■ ASSIGNMENT
Your answer must be every line of the data that holds the string "Lichfield".

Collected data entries
◆ ◆ ◆
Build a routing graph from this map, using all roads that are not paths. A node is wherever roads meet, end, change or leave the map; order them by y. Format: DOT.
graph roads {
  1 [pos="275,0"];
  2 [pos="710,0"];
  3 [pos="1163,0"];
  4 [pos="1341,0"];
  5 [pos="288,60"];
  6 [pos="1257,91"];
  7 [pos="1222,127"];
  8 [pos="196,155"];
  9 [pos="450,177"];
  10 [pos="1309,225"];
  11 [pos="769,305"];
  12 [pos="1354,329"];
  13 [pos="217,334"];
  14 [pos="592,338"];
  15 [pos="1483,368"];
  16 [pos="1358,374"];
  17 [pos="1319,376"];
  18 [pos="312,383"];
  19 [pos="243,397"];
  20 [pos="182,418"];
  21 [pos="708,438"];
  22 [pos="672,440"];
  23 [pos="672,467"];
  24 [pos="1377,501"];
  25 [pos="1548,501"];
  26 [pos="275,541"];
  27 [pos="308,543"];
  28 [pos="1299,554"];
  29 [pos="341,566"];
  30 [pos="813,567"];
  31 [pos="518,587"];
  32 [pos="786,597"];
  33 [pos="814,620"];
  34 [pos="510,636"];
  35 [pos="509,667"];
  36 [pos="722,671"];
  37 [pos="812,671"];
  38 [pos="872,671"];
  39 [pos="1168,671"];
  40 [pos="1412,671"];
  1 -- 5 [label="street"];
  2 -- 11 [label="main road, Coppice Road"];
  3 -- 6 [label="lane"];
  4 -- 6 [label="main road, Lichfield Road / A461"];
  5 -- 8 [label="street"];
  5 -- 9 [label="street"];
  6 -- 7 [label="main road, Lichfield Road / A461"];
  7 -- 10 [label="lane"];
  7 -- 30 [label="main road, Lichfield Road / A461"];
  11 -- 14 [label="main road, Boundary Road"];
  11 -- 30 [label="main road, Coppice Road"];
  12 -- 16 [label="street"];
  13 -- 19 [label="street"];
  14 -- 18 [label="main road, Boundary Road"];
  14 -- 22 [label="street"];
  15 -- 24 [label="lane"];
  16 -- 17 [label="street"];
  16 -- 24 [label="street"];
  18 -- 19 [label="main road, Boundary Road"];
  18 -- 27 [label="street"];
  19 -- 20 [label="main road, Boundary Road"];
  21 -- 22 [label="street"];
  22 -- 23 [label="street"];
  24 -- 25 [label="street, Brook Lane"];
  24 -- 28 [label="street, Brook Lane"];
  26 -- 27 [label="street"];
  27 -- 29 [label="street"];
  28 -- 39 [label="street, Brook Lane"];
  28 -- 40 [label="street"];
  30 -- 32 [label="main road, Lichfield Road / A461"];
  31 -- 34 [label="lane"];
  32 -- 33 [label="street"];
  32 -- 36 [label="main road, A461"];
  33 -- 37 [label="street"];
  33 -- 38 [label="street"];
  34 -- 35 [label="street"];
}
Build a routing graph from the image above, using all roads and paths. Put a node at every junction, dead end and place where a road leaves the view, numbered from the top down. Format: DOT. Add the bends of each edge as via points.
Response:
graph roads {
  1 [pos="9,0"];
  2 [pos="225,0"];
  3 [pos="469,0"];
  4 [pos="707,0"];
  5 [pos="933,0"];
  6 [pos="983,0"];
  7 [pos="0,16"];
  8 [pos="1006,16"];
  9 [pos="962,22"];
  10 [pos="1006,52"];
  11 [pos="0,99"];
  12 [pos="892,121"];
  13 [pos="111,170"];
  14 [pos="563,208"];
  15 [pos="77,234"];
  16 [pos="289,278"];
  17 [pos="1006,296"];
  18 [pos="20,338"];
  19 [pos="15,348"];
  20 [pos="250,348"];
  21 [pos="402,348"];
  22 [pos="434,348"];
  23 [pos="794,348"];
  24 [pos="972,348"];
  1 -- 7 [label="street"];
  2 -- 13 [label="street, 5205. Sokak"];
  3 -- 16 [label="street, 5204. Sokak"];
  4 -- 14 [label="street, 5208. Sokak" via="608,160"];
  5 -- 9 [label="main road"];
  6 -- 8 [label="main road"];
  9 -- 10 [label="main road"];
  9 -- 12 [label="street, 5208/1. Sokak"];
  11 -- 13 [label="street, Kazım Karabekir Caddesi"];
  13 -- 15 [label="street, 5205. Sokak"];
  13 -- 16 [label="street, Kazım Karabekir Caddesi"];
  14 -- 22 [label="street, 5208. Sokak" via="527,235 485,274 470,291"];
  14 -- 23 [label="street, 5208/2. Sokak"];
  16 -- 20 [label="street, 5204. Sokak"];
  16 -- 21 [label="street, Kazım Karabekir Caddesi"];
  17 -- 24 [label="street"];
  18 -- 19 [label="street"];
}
◆ ◆ ◆
■ WRITTEN RESPONSE
  4 -- 6 [label="main road, Lichfield Road / A461"];
  6 -- 7 [label="main road, Lichfield Road / A461"];
  7 -- 30 [label="main road, Lichfield Road / A461"];
  30 -- 32 [label="main road, Lichfield Road / A461"];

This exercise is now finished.